EXERCISE GOAL >>
Print the listing below word for word, but drop any pictures it contains.
··· EXCERPTED DATA ···
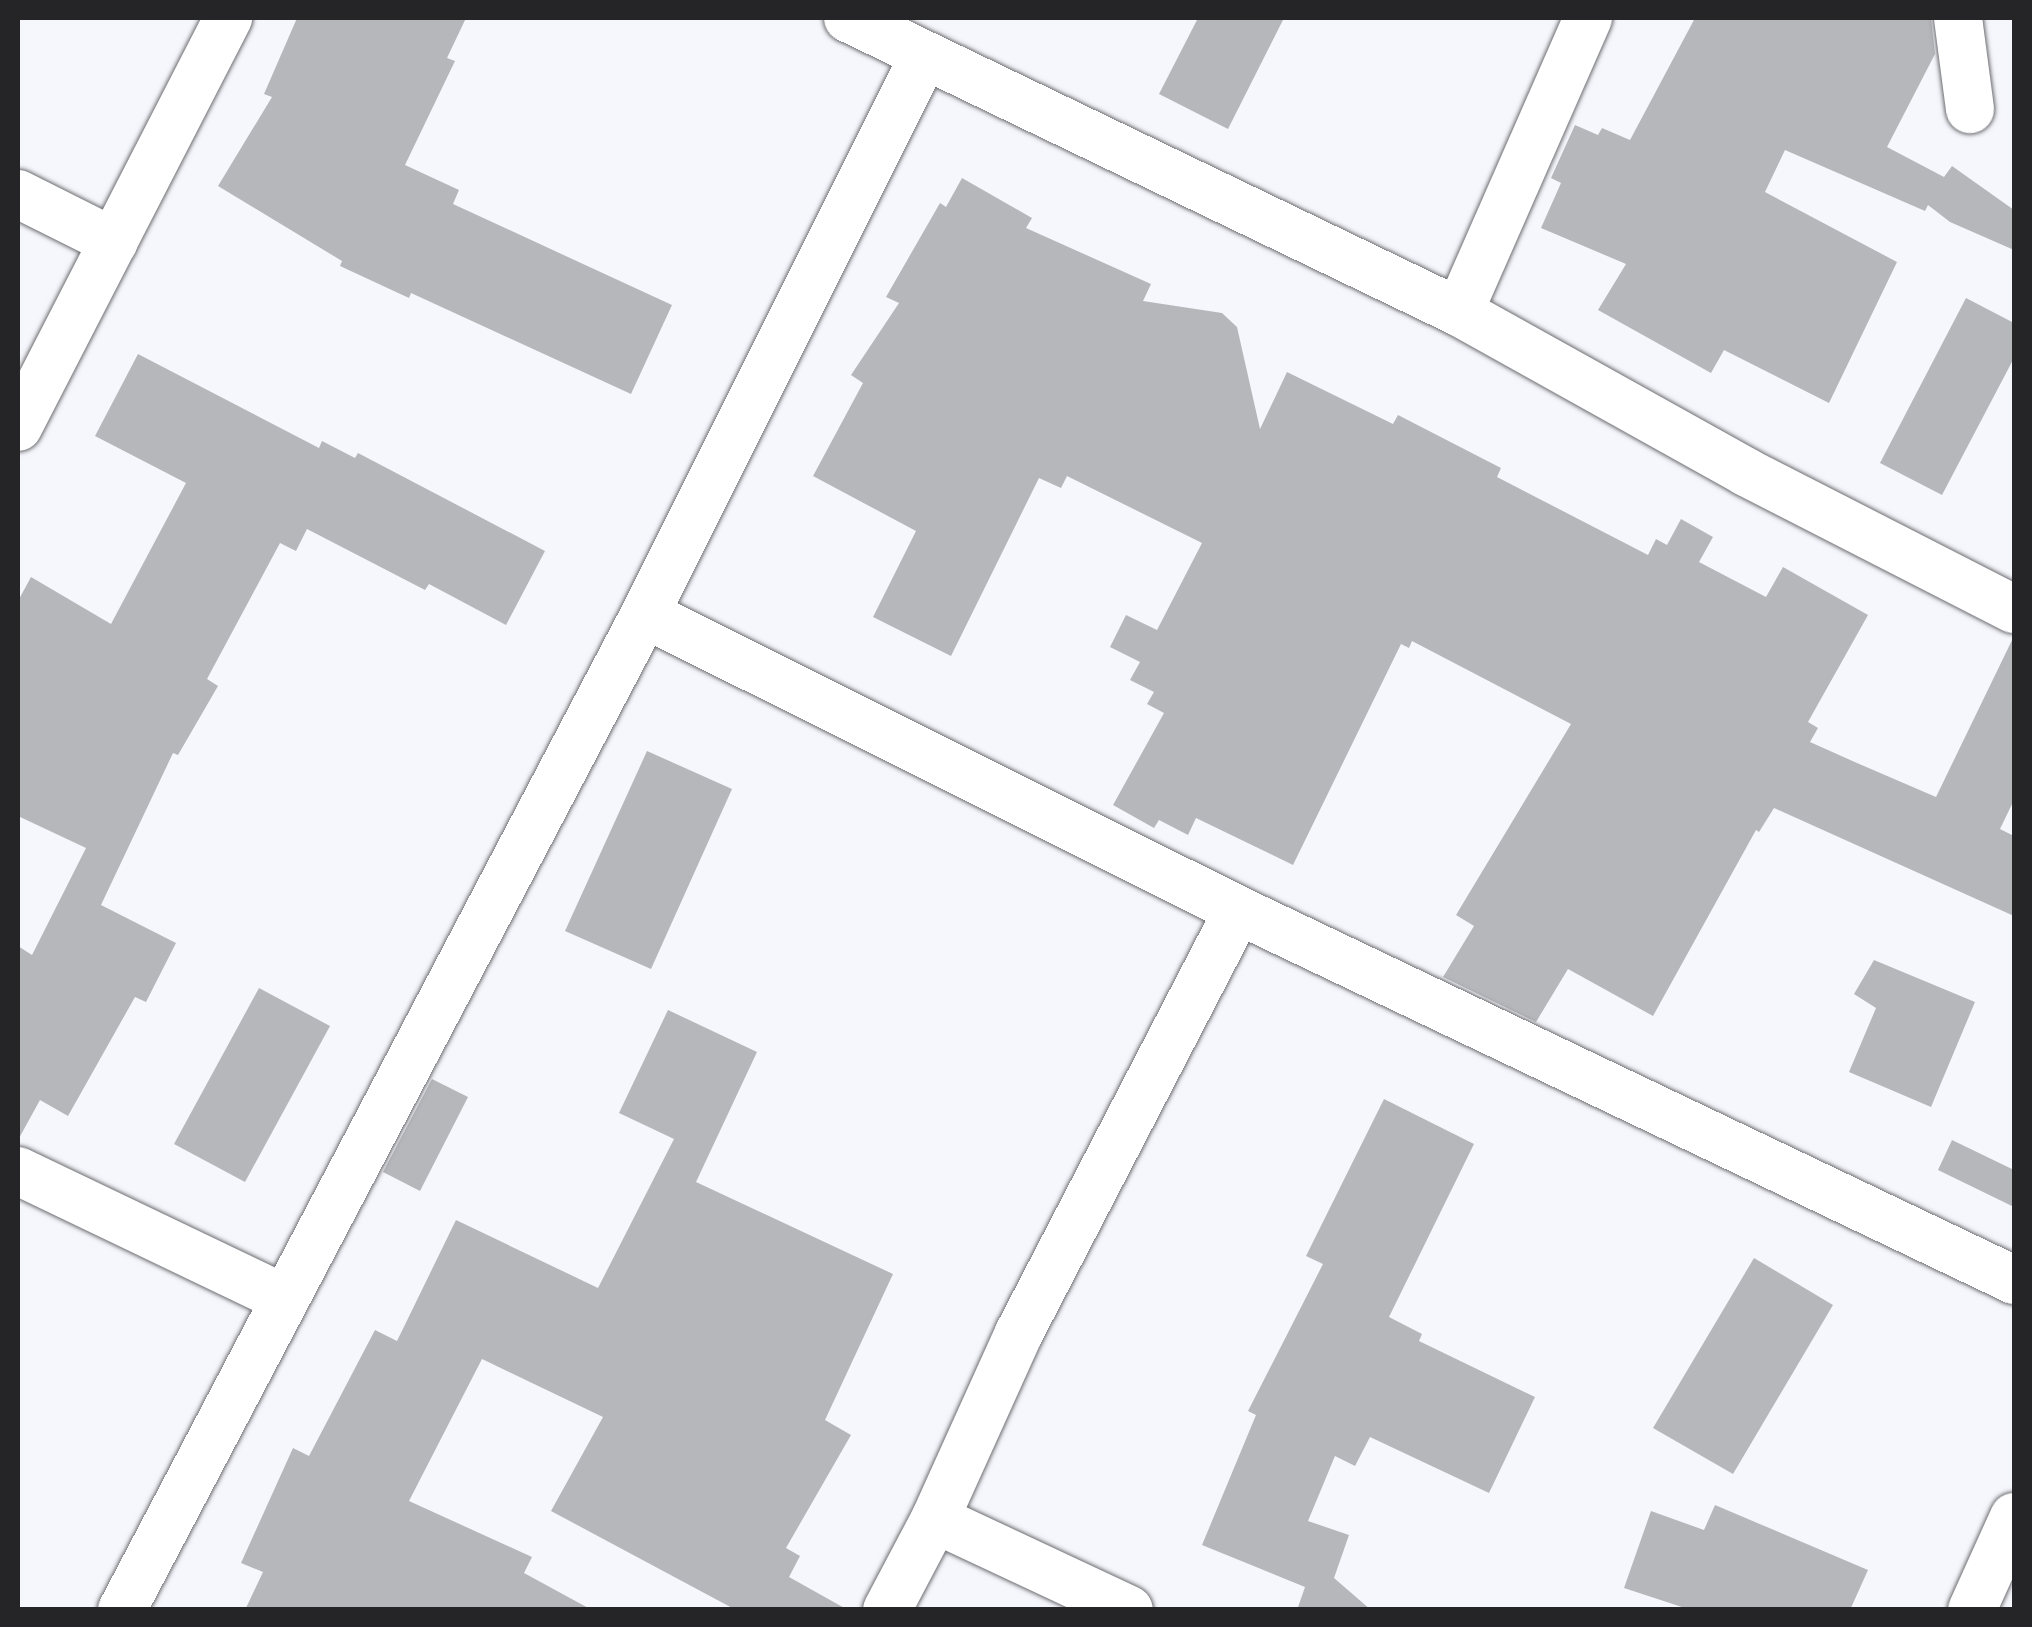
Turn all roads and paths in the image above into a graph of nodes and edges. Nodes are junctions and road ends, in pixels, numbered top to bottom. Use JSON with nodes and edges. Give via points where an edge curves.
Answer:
{"nodes":[{"id":1,"x":228,"y":18,"type":"edge"},
{"id":2,"x":848,"y":18,"type":"edge"},
{"id":3,"x":1588,"y":18,"type":"edge"},
{"id":4,"x":1958,"y":18,"type":"edge"},
{"id":5,"x":924,"y":56,"type":"junction"},
{"id":6,"x":1970,"y":109,"type":"dead end"},
{"id":7,"x":18,"y":194,"type":"edge"},
{"id":8,"x":114,"y":242,"type":"junction"},
{"id":9,"x":1459,"y":312,"type":"junction"},
{"id":10,"x":18,"y":427,"type":"edge"},
{"id":11,"x":2014,"y":609,"type":"edge"},
{"id":12,"x":646,"y":614,"type":"junction"},
{"id":13,"x":1238,"y":910,"type":"junction"},
{"id":14,"x":18,"y":1171,"type":"edge"},
{"id":15,"x":2014,"y":1280,"type":"edge"},
{"id":16,"x":285,"y":1299,"type":"junction"},
{"id":17,"x":2014,"y":1517,"type":"edge"},
{"id":18,"x":935,"y":1520,"type":"junction"},
{"id":19,"x":122,"y":1610,"type":"edge"},
{"id":20,"x":887,"y":1610,"type":"edge"},
{"id":21,"x":1130,"y":1610,"type":"edge"},
{"id":22,"x":1972,"y":1610,"type":"edge"}],
"edges":[{"from":1,"to":8,"type":"street"},
{"from":2,"to":5,"type":"street"},
{"from":3,"to":9,"type":"street"},
{"from":4,"to":6,"type":"street"},
{"from":5,"to":9,"type":"street"},
{"from":5,"to":12,"type":"street"},
{"from":7,"to":8,"type":"street"},
{"from":8,"to":10,"type":"street"},
{"from":9,"to":11,"type":"street","via":[[1746,472]]},
{"from":12,"to":13,"type":"street"},
{"from":12,"to":16,"type":"street"},
{"from":13,"to":15,"type":"street"},
{"from":13,"to":18,"type":"street","via":[[1019,1333]]},
{"from":14,"to":16,"type":"street"},
{"from":16,"to":19,"type":"street"},
{"from":17,"to":22,"type":"street"},
{"from":18,"to":20,"type":"street"},
{"from":18,"to":21,"type":"street"}]}
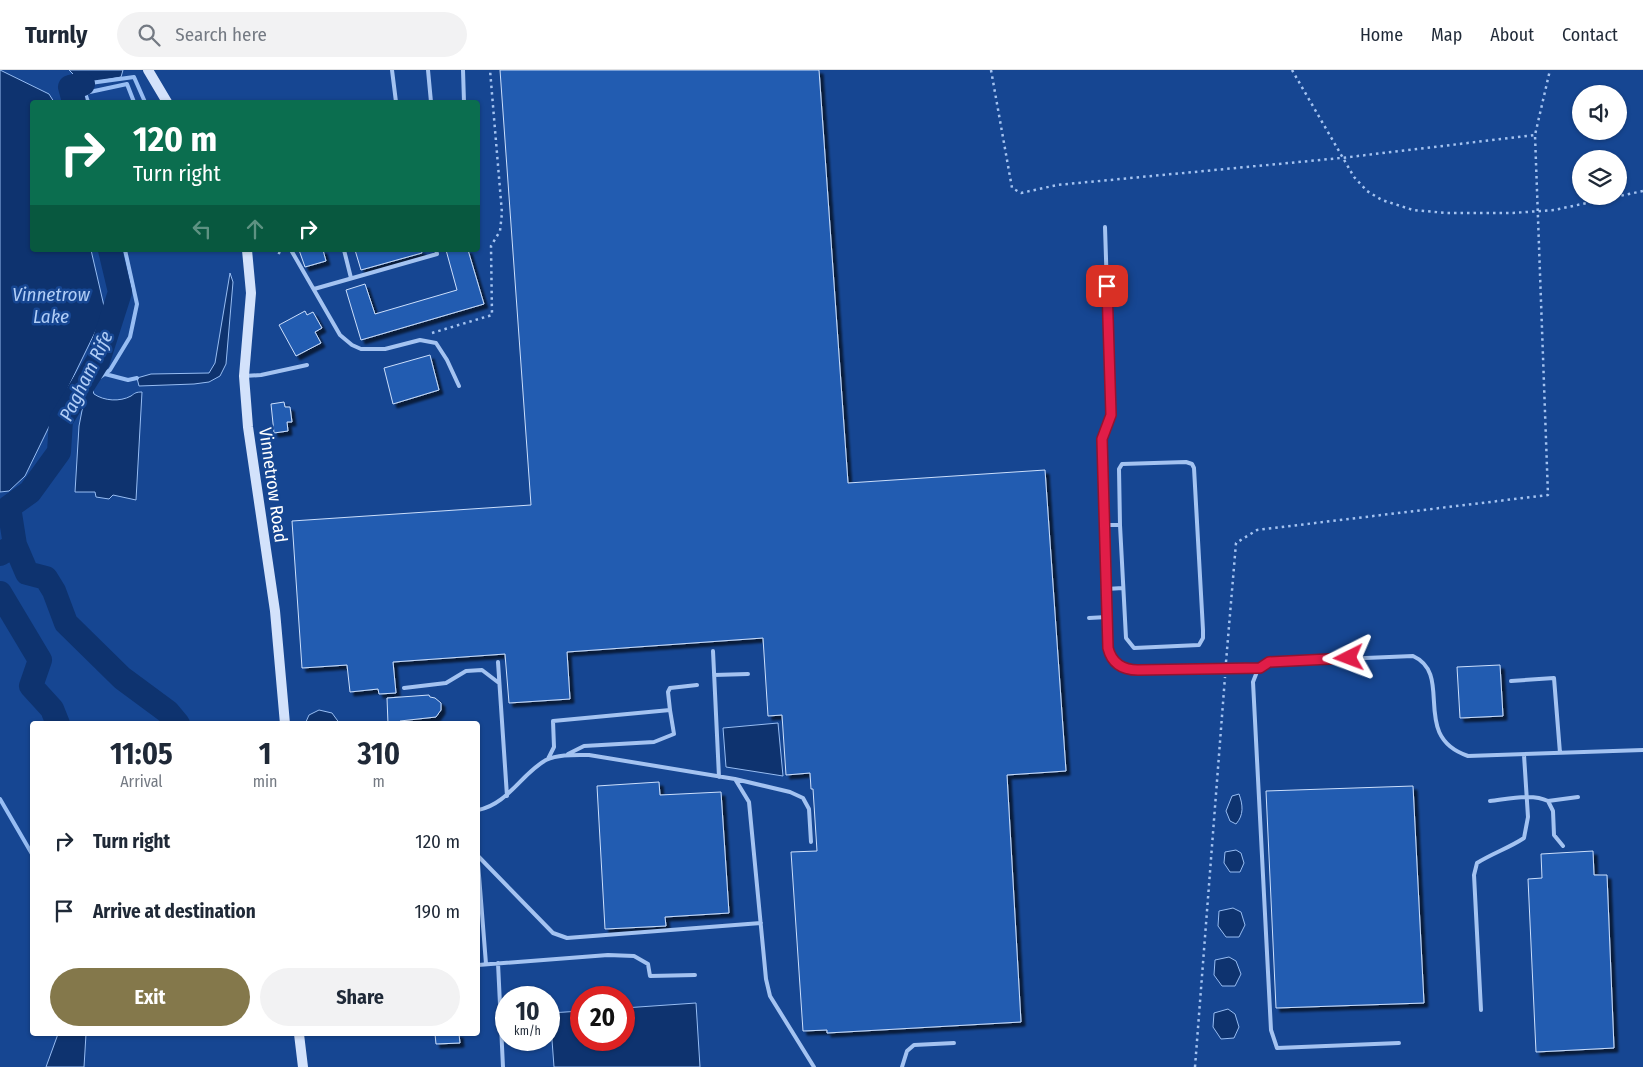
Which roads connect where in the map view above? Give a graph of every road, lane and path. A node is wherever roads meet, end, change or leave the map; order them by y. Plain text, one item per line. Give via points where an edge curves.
···
TASK RESPONSE >>
Turn all roads and paths in the image above into a graph of nodes and edges. Nodes are junctions and road ends, in pixels, numbered top to bottom. Use JSON with nodes and edges. Give via points where an edge curves.
Answer:
{"nodes":[{"id":1,"x":228,"y":18,"type":"edge"},
{"id":2,"x":848,"y":18,"type":"edge"},
{"id":3,"x":1588,"y":18,"type":"edge"},
{"id":4,"x":1958,"y":18,"type":"edge"},
{"id":5,"x":924,"y":56,"type":"junction"},
{"id":6,"x":1970,"y":109,"type":"dead end"},
{"id":7,"x":18,"y":194,"type":"edge"},
{"id":8,"x":114,"y":242,"type":"junction"},
{"id":9,"x":1459,"y":312,"type":"junction"},
{"id":10,"x":18,"y":427,"type":"edge"},
{"id":11,"x":2014,"y":609,"type":"edge"},
{"id":12,"x":646,"y":614,"type":"junction"},
{"id":13,"x":1238,"y":910,"type":"junction"},
{"id":14,"x":18,"y":1171,"type":"edge"},
{"id":15,"x":2014,"y":1280,"type":"edge"},
{"id":16,"x":285,"y":1299,"type":"junction"},
{"id":17,"x":2014,"y":1517,"type":"edge"},
{"id":18,"x":935,"y":1520,"type":"junction"},
{"id":19,"x":122,"y":1610,"type":"edge"},
{"id":20,"x":887,"y":1610,"type":"edge"},
{"id":21,"x":1130,"y":1610,"type":"edge"},
{"id":22,"x":1972,"y":1610,"type":"edge"}],
"edges":[{"from":1,"to":8,"type":"street"},
{"from":2,"to":5,"type":"street"},
{"from":3,"to":9,"type":"street"},
{"from":4,"to":6,"type":"street"},
{"from":5,"to":9,"type":"street"},
{"from":5,"to":12,"type":"street"},
{"from":7,"to":8,"type":"street"},
{"from":8,"to":10,"type":"street"},
{"from":9,"to":11,"type":"street","via":[[1746,472]]},
{"from":12,"to":13,"type":"street"},
{"from":12,"to":16,"type":"street"},
{"from":13,"to":15,"type":"street"},
{"from":13,"to":18,"type":"street","via":[[1019,1333]]},
{"from":14,"to":16,"type":"street"},
{"from":16,"to":19,"type":"street"},
{"from":17,"to":22,"type":"street"},
{"from":18,"to":20,"type":"street"},
{"from":18,"to":21,"type":"street"}]}
Which roads connect where in the map view above? Give a graph of every road, lane and path. A node is wherever roads meet, end, change or leave the map; order them by y. Plain text, one item per line. Give via points where an edge curves.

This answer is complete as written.